(Dataset entries)

--- START ---

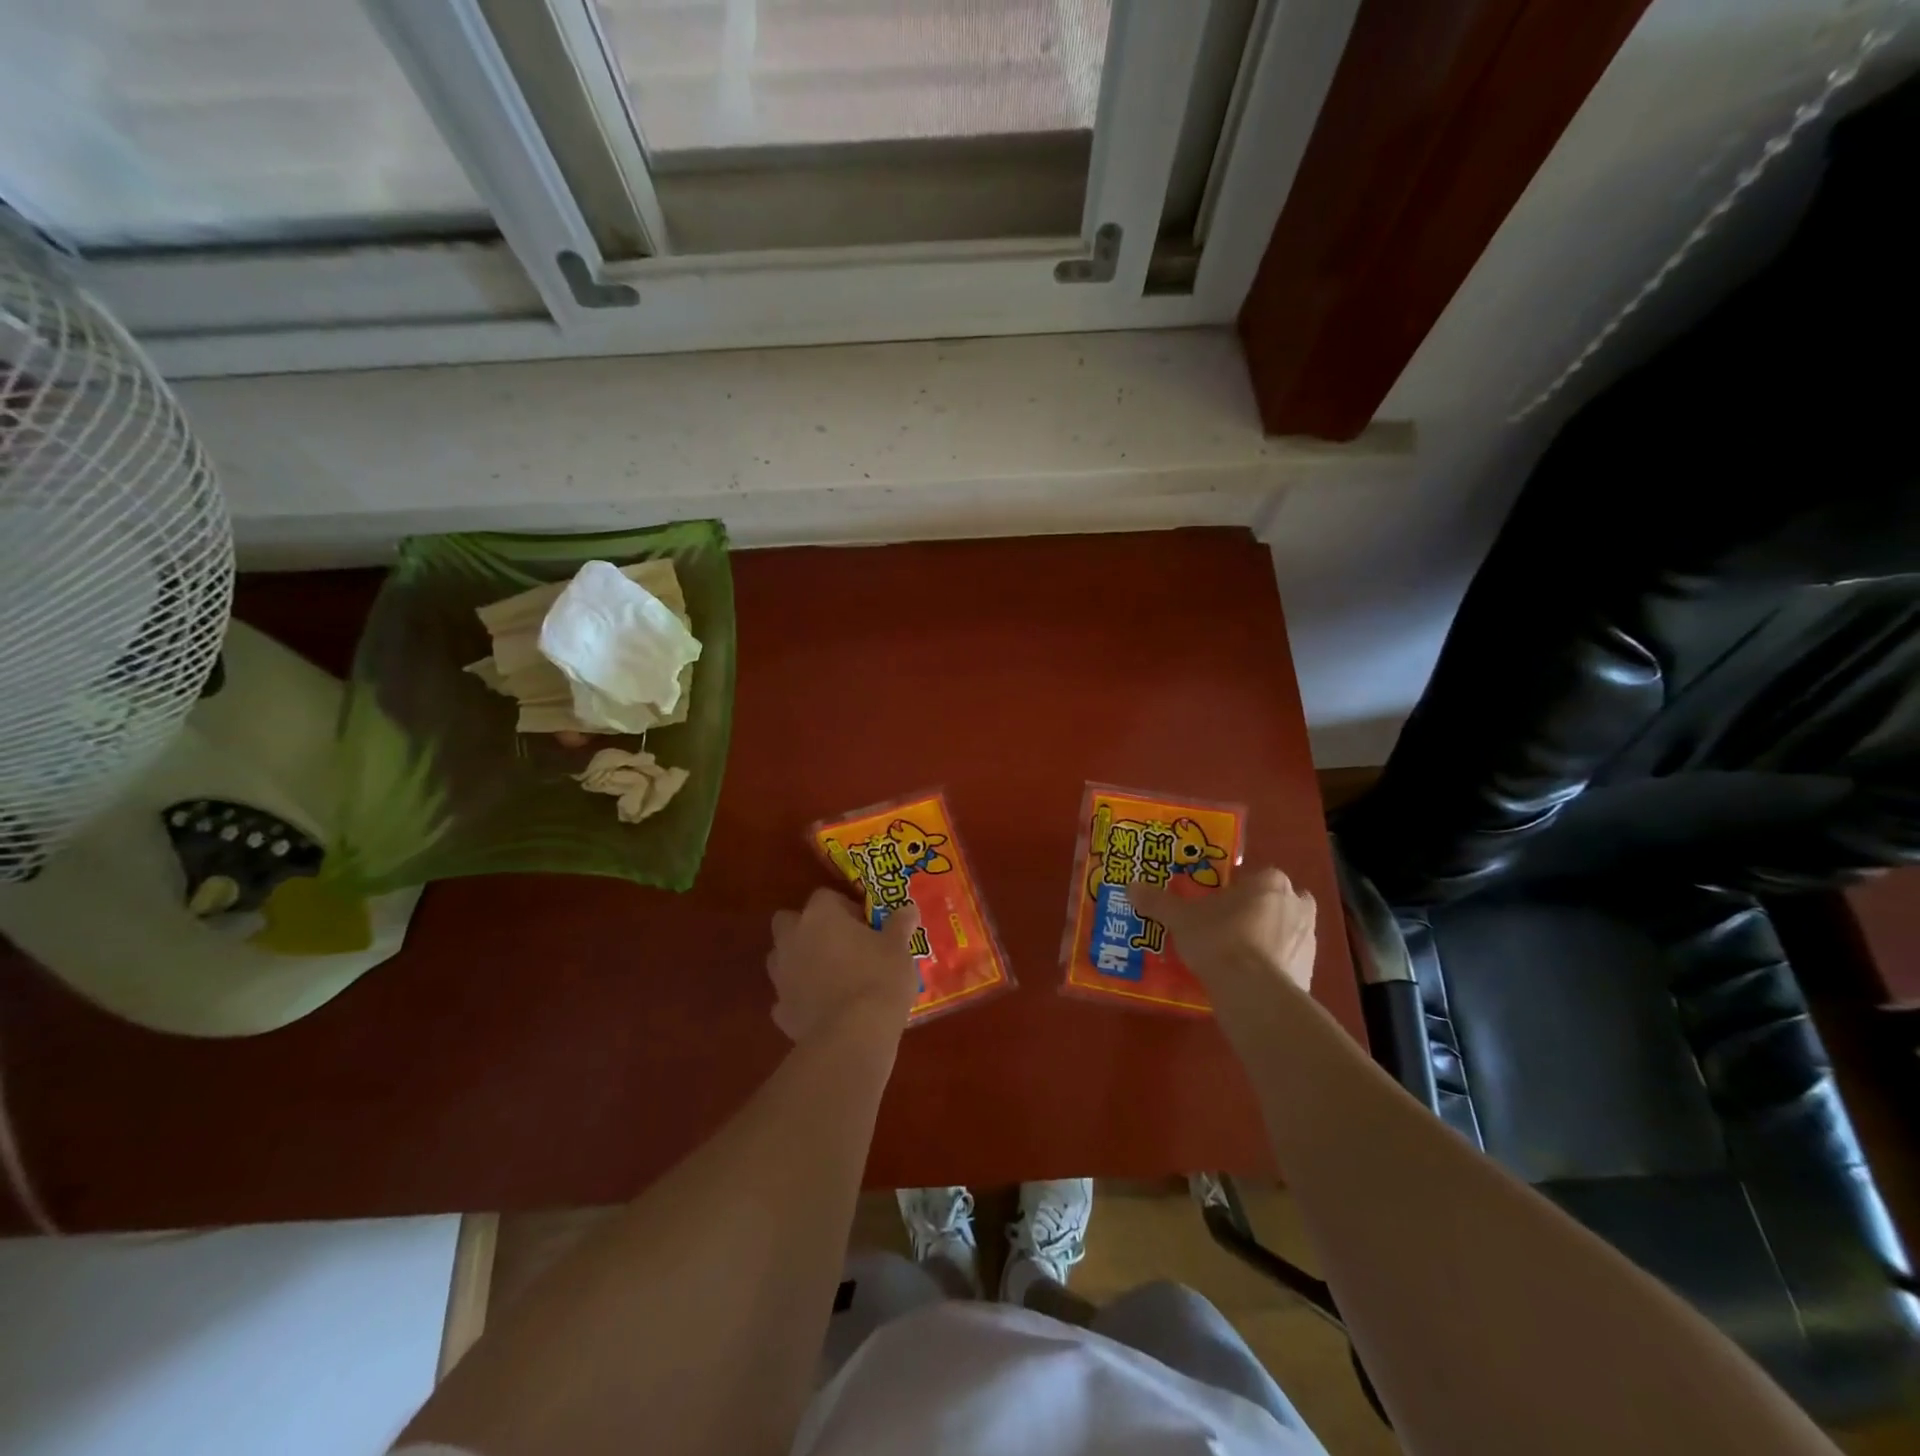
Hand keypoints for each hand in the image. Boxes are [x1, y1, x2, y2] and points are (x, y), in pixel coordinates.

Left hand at [767, 888, 921, 1045]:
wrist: (852, 1036)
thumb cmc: (878, 979)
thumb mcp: (899, 948)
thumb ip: (900, 924)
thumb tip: (908, 908)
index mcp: (821, 916)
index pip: (825, 896)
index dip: (845, 907)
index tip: (865, 924)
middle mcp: (793, 939)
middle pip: (789, 921)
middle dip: (808, 928)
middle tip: (839, 943)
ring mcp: (781, 975)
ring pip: (782, 958)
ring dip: (800, 961)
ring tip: (830, 976)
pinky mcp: (780, 1010)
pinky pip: (787, 996)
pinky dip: (800, 999)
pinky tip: (822, 1009)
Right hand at [1128, 867, 1316, 1001]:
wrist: (1254, 993)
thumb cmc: (1219, 940)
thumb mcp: (1180, 919)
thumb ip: (1158, 901)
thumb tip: (1131, 887)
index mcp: (1270, 882)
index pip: (1253, 877)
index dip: (1232, 890)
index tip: (1213, 905)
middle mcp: (1297, 904)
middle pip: (1273, 902)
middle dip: (1255, 912)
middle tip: (1226, 927)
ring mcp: (1309, 939)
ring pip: (1284, 931)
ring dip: (1266, 939)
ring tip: (1234, 956)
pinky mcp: (1311, 972)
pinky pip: (1287, 961)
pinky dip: (1272, 966)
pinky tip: (1247, 979)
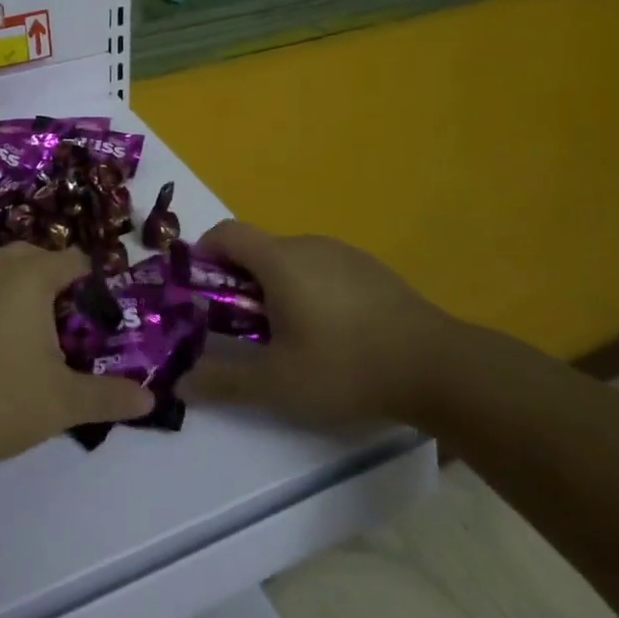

--- END ---

What this exercise asks for is every line of the data above with the word "index".

index mcp: (821, 916)
index pip: (825, 896)
index dip: (845, 907)
index tip: (865, 924)
index mcp: (1270, 882)
index pip: (1253, 877)
index dip: (1232, 890)
index tip: (1213, 905)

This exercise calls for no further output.